## [Given entries]
^^^^

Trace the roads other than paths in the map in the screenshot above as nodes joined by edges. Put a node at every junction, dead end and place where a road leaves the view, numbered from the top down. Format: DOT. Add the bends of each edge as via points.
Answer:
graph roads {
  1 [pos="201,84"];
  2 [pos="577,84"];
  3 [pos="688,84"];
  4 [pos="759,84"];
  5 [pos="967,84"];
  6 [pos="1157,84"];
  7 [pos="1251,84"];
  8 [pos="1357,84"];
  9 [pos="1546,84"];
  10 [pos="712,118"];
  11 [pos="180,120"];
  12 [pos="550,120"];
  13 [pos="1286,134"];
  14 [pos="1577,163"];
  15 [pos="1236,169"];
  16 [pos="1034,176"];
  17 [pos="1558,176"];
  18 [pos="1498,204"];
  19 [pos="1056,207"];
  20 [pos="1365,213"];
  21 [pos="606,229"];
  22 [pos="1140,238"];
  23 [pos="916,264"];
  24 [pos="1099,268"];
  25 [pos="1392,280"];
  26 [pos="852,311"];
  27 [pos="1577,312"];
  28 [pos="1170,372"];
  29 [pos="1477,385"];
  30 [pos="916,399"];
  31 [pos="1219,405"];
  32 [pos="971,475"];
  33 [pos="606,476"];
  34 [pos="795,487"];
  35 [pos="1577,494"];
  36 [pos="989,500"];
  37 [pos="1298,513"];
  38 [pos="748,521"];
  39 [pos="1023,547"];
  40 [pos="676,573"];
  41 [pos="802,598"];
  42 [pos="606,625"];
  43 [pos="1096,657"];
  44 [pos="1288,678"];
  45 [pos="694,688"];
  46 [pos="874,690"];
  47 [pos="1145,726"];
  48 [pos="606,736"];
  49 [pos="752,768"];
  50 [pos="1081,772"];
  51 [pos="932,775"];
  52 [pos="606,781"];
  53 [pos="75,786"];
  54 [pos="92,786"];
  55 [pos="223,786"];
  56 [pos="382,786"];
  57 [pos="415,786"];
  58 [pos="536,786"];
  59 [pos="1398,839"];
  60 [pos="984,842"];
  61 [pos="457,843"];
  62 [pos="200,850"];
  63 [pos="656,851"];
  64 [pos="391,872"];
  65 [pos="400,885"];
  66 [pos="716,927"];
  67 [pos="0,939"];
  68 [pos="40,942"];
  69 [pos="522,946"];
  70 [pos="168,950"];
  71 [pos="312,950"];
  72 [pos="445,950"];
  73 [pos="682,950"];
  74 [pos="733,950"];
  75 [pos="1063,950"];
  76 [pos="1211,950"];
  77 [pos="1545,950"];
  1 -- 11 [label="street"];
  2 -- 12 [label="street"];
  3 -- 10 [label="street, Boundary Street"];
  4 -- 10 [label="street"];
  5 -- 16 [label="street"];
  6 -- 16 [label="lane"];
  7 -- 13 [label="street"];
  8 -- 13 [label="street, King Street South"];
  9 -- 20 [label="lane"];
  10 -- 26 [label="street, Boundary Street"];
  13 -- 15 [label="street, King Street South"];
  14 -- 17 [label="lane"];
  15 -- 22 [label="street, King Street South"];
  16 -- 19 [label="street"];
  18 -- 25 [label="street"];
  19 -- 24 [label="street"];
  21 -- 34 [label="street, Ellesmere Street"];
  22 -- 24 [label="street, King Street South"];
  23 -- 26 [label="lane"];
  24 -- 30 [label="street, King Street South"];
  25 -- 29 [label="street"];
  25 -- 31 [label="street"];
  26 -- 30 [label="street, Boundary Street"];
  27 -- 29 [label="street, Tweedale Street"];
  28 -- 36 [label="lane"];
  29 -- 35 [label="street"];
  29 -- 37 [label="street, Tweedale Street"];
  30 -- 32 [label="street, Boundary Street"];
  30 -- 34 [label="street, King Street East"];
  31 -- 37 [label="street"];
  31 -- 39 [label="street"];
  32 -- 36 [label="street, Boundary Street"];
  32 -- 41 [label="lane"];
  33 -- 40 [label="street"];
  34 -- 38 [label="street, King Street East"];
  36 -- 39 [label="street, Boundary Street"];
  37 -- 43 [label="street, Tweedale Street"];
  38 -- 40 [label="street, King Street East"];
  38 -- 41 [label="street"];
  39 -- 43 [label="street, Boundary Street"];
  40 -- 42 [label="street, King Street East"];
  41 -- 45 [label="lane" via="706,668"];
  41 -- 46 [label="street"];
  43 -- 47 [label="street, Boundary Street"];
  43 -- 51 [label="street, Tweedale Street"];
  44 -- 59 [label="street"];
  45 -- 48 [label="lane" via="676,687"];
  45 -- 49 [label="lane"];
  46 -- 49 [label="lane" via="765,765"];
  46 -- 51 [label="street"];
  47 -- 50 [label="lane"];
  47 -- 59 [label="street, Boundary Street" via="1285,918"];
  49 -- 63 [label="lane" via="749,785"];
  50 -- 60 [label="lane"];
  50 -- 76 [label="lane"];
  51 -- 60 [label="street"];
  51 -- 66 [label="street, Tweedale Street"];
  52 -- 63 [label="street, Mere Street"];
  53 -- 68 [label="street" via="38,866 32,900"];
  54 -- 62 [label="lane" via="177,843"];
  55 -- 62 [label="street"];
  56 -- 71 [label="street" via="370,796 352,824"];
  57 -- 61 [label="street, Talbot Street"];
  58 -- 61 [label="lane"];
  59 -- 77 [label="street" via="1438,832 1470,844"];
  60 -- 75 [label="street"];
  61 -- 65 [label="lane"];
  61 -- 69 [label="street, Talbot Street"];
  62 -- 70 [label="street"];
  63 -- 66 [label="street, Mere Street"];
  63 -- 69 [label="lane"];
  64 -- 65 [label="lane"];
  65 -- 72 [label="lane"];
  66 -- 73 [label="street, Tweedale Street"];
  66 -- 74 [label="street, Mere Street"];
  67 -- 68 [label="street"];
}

^^^^

In full and unchanged, repeat the data above.

Trace the roads other than paths in the map in the screenshot above as nodes joined by edges. Put a node at every junction, dead end and place where a road leaves the view, numbered from the top down. Format: DOT. Add the bends of each edge as via points.
Answer:
graph roads {
  1 [pos="201,84"];
  2 [pos="577,84"];
  3 [pos="688,84"];
  4 [pos="759,84"];
  5 [pos="967,84"];
  6 [pos="1157,84"];
  7 [pos="1251,84"];
  8 [pos="1357,84"];
  9 [pos="1546,84"];
  10 [pos="712,118"];
  11 [pos="180,120"];
  12 [pos="550,120"];
  13 [pos="1286,134"];
  14 [pos="1577,163"];
  15 [pos="1236,169"];
  16 [pos="1034,176"];
  17 [pos="1558,176"];
  18 [pos="1498,204"];
  19 [pos="1056,207"];
  20 [pos="1365,213"];
  21 [pos="606,229"];
  22 [pos="1140,238"];
  23 [pos="916,264"];
  24 [pos="1099,268"];
  25 [pos="1392,280"];
  26 [pos="852,311"];
  27 [pos="1577,312"];
  28 [pos="1170,372"];
  29 [pos="1477,385"];
  30 [pos="916,399"];
  31 [pos="1219,405"];
  32 [pos="971,475"];
  33 [pos="606,476"];
  34 [pos="795,487"];
  35 [pos="1577,494"];
  36 [pos="989,500"];
  37 [pos="1298,513"];
  38 [pos="748,521"];
  39 [pos="1023,547"];
  40 [pos="676,573"];
  41 [pos="802,598"];
  42 [pos="606,625"];
  43 [pos="1096,657"];
  44 [pos="1288,678"];
  45 [pos="694,688"];
  46 [pos="874,690"];
  47 [pos="1145,726"];
  48 [pos="606,736"];
  49 [pos="752,768"];
  50 [pos="1081,772"];
  51 [pos="932,775"];
  52 [pos="606,781"];
  53 [pos="75,786"];
  54 [pos="92,786"];
  55 [pos="223,786"];
  56 [pos="382,786"];
  57 [pos="415,786"];
  58 [pos="536,786"];
  59 [pos="1398,839"];
  60 [pos="984,842"];
  61 [pos="457,843"];
  62 [pos="200,850"];
  63 [pos="656,851"];
  64 [pos="391,872"];
  65 [pos="400,885"];
  66 [pos="716,927"];
  67 [pos="0,939"];
  68 [pos="40,942"];
  69 [pos="522,946"];
  70 [pos="168,950"];
  71 [pos="312,950"];
  72 [pos="445,950"];
  73 [pos="682,950"];
  74 [pos="733,950"];
  75 [pos="1063,950"];
  76 [pos="1211,950"];
  77 [pos="1545,950"];
  1 -- 11 [label="street"];
  2 -- 12 [label="street"];
  3 -- 10 [label="street, Boundary Street"];
  4 -- 10 [label="street"];
  5 -- 16 [label="street"];
  6 -- 16 [label="lane"];
  7 -- 13 [label="street"];
  8 -- 13 [label="street, King Street South"];
  9 -- 20 [label="lane"];
  10 -- 26 [label="street, Boundary Street"];
  13 -- 15 [label="street, King Street South"];
  14 -- 17 [label="lane"];
  15 -- 22 [label="street, King Street South"];
  16 -- 19 [label="street"];
  18 -- 25 [label="street"];
  19 -- 24 [label="street"];
  21 -- 34 [label="street, Ellesmere Street"];
  22 -- 24 [label="street, King Street South"];
  23 -- 26 [label="lane"];
  24 -- 30 [label="street, King Street South"];
  25 -- 29 [label="street"];
  25 -- 31 [label="street"];
  26 -- 30 [label="street, Boundary Street"];
  27 -- 29 [label="street, Tweedale Street"];
  28 -- 36 [label="lane"];
  29 -- 35 [label="street"];
  29 -- 37 [label="street, Tweedale Street"];
  30 -- 32 [label="street, Boundary Street"];
  30 -- 34 [label="street, King Street East"];
  31 -- 37 [label="street"];
  31 -- 39 [label="street"];
  32 -- 36 [label="street, Boundary Street"];
  32 -- 41 [label="lane"];
  33 -- 40 [label="street"];
  34 -- 38 [label="street, King Street East"];
  36 -- 39 [label="street, Boundary Street"];
  37 -- 43 [label="street, Tweedale Street"];
  38 -- 40 [label="street, King Street East"];
  38 -- 41 [label="street"];
  39 -- 43 [label="street, Boundary Street"];
  40 -- 42 [label="street, King Street East"];
  41 -- 45 [label="lane" via="706,668"];
  41 -- 46 [label="street"];
  43 -- 47 [label="street, Boundary Street"];
  43 -- 51 [label="street, Tweedale Street"];
  44 -- 59 [label="street"];
  45 -- 48 [label="lane" via="676,687"];
  45 -- 49 [label="lane"];
  46 -- 49 [label="lane" via="765,765"];
  46 -- 51 [label="street"];
  47 -- 50 [label="lane"];
  47 -- 59 [label="street, Boundary Street" via="1285,918"];
  49 -- 63 [label="lane" via="749,785"];
  50 -- 60 [label="lane"];
  50 -- 76 [label="lane"];
  51 -- 60 [label="street"];
  51 -- 66 [label="street, Tweedale Street"];
  52 -- 63 [label="street, Mere Street"];
  53 -- 68 [label="street" via="38,866 32,900"];
  54 -- 62 [label="lane" via="177,843"];
  55 -- 62 [label="street"];
  56 -- 71 [label="street" via="370,796 352,824"];
  57 -- 61 [label="street, Talbot Street"];
  58 -- 61 [label="lane"];
  59 -- 77 [label="street" via="1438,832 1470,844"];
  60 -- 75 [label="street"];
  61 -- 65 [label="lane"];
  61 -- 69 [label="street, Talbot Street"];
  62 -- 70 [label="street"];
  63 -- 66 [label="street, Mere Street"];
  63 -- 69 [label="lane"];
  64 -- 65 [label="lane"];
  65 -- 72 [label="lane"];
  66 -- 73 [label="street, Tweedale Street"];
  66 -- 74 [label="street, Mere Street"];
  67 -- 68 [label="street"];
}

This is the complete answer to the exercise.